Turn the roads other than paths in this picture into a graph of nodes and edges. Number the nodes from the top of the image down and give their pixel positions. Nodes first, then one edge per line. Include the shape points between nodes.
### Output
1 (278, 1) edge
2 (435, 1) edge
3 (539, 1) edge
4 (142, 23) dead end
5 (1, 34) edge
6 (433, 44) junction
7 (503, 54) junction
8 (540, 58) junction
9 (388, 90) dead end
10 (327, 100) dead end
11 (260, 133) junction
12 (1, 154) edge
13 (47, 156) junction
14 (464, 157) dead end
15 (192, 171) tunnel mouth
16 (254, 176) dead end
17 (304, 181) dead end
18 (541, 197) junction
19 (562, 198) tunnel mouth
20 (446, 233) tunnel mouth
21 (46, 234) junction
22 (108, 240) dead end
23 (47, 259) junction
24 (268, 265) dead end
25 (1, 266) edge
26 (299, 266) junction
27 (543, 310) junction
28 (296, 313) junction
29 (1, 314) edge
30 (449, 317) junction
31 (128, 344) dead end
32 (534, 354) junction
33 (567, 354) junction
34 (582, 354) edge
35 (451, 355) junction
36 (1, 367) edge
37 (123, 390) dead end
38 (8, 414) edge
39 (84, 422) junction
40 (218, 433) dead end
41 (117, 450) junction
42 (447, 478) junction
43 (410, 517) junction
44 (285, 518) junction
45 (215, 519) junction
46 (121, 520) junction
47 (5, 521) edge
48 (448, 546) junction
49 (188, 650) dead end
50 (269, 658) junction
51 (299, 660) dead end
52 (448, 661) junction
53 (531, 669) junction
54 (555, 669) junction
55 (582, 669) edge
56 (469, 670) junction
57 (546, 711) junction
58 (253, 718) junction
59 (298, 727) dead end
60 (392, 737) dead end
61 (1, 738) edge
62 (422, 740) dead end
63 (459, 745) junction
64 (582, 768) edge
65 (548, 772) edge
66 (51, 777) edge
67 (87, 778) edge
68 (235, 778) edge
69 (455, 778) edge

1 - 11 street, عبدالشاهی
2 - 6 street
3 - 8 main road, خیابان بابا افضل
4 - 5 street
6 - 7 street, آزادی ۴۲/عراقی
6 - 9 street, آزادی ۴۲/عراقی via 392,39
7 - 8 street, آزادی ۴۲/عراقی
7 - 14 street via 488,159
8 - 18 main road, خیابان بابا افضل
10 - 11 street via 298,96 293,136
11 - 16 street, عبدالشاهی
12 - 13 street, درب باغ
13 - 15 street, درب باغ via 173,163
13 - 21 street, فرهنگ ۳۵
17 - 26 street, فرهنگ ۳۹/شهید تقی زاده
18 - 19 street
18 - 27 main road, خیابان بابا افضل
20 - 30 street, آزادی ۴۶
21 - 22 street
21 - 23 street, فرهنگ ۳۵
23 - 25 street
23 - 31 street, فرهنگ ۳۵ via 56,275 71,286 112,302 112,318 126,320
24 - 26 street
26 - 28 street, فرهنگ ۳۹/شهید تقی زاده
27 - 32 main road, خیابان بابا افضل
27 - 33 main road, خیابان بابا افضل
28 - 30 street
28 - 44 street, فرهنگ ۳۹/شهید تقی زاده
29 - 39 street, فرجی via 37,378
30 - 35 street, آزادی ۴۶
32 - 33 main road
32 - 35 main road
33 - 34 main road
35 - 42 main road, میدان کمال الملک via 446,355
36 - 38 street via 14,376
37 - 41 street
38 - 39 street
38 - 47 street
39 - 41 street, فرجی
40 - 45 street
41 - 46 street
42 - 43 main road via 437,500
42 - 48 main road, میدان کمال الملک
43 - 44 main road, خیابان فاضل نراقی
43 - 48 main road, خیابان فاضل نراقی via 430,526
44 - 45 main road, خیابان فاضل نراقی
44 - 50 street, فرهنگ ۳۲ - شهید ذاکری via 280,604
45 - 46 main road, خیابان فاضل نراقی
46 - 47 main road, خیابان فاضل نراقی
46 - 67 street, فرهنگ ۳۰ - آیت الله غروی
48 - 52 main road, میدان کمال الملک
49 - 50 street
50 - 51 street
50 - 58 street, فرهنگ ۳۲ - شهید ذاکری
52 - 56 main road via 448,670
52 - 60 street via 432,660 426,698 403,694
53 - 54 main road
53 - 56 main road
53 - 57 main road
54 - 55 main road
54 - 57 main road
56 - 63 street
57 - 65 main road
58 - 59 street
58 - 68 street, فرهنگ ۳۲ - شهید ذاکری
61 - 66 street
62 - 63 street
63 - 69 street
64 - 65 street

- Work to be completed -
Every single record is to be set down again, unaltered.

- Reply -
Turn the roads other than paths in this picture into a graph of nodes and edges. Number the nodes from the top of the image down and give their pixel positions. Nodes first, then one edge per line. Include the shape points between nodes.
### Output
1 (278, 1) edge
2 (435, 1) edge
3 (539, 1) edge
4 (142, 23) dead end
5 (1, 34) edge
6 (433, 44) junction
7 (503, 54) junction
8 (540, 58) junction
9 (388, 90) dead end
10 (327, 100) dead end
11 (260, 133) junction
12 (1, 154) edge
13 (47, 156) junction
14 (464, 157) dead end
15 (192, 171) tunnel mouth
16 (254, 176) dead end
17 (304, 181) dead end
18 (541, 197) junction
19 (562, 198) tunnel mouth
20 (446, 233) tunnel mouth
21 (46, 234) junction
22 (108, 240) dead end
23 (47, 259) junction
24 (268, 265) dead end
25 (1, 266) edge
26 (299, 266) junction
27 (543, 310) junction
28 (296, 313) junction
29 (1, 314) edge
30 (449, 317) junction
31 (128, 344) dead end
32 (534, 354) junction
33 (567, 354) junction
34 (582, 354) edge
35 (451, 355) junction
36 (1, 367) edge
37 (123, 390) dead end
38 (8, 414) edge
39 (84, 422) junction
40 (218, 433) dead end
41 (117, 450) junction
42 (447, 478) junction
43 (410, 517) junction
44 (285, 518) junction
45 (215, 519) junction
46 (121, 520) junction
47 (5, 521) edge
48 (448, 546) junction
49 (188, 650) dead end
50 (269, 658) junction
51 (299, 660) dead end
52 (448, 661) junction
53 (531, 669) junction
54 (555, 669) junction
55 (582, 669) edge
56 (469, 670) junction
57 (546, 711) junction
58 (253, 718) junction
59 (298, 727) dead end
60 (392, 737) dead end
61 (1, 738) edge
62 (422, 740) dead end
63 (459, 745) junction
64 (582, 768) edge
65 (548, 772) edge
66 (51, 777) edge
67 (87, 778) edge
68 (235, 778) edge
69 (455, 778) edge

1 - 11 street, عبدالشاهی
2 - 6 street
3 - 8 main road, خیابان بابا افضل
4 - 5 street
6 - 7 street, آزادی ۴۲/عراقی
6 - 9 street, آزادی ۴۲/عراقی via 392,39
7 - 8 street, آزادی ۴۲/عراقی
7 - 14 street via 488,159
8 - 18 main road, خیابان بابا افضل
10 - 11 street via 298,96 293,136
11 - 16 street, عبدالشاهی
12 - 13 street, درب باغ
13 - 15 street, درب باغ via 173,163
13 - 21 street, فرهنگ ۳۵
17 - 26 street, فرهنگ ۳۹/شهید تقی زاده
18 - 19 street
18 - 27 main road, خیابان بابا افضل
20 - 30 street, آزادی ۴۶
21 - 22 street
21 - 23 street, فرهنگ ۳۵
23 - 25 street
23 - 31 street, فرهنگ ۳۵ via 56,275 71,286 112,302 112,318 126,320
24 - 26 street
26 - 28 street, فرهنگ ۳۹/شهید تقی زاده
27 - 32 main road, خیابان بابا افضل
27 - 33 main road, خیابان بابا افضل
28 - 30 street
28 - 44 street, فرهنگ ۳۹/شهید تقی زاده
29 - 39 street, فرجی via 37,378
30 - 35 street, آزادی ۴۶
32 - 33 main road
32 - 35 main road
33 - 34 main road
35 - 42 main road, میدان کمال الملک via 446,355
36 - 38 street via 14,376
37 - 41 street
38 - 39 street
38 - 47 street
39 - 41 street, فرجی
40 - 45 street
41 - 46 street
42 - 43 main road via 437,500
42 - 48 main road, میدان کمال الملک
43 - 44 main road, خیابان فاضل نراقی
43 - 48 main road, خیابان فاضل نراقی via 430,526
44 - 45 main road, خیابان فاضل نراقی
44 - 50 street, فرهنگ ۳۲ - شهید ذاکری via 280,604
45 - 46 main road, خیابان فاضل نراقی
46 - 47 main road, خیابان فاضل نراقی
46 - 67 street, فرهنگ ۳۰ - آیت الله غروی
48 - 52 main road, میدان کمال الملک
49 - 50 street
50 - 51 street
50 - 58 street, فرهنگ ۳۲ - شهید ذاکری
52 - 56 main road via 448,670
52 - 60 street via 432,660 426,698 403,694
53 - 54 main road
53 - 56 main road
53 - 57 main road
54 - 55 main road
54 - 57 main road
56 - 63 street
57 - 65 main road
58 - 59 street
58 - 68 street, فرهنگ ۳۲ - شهید ذاکری
61 - 66 street
62 - 63 street
63 - 69 street
64 - 65 street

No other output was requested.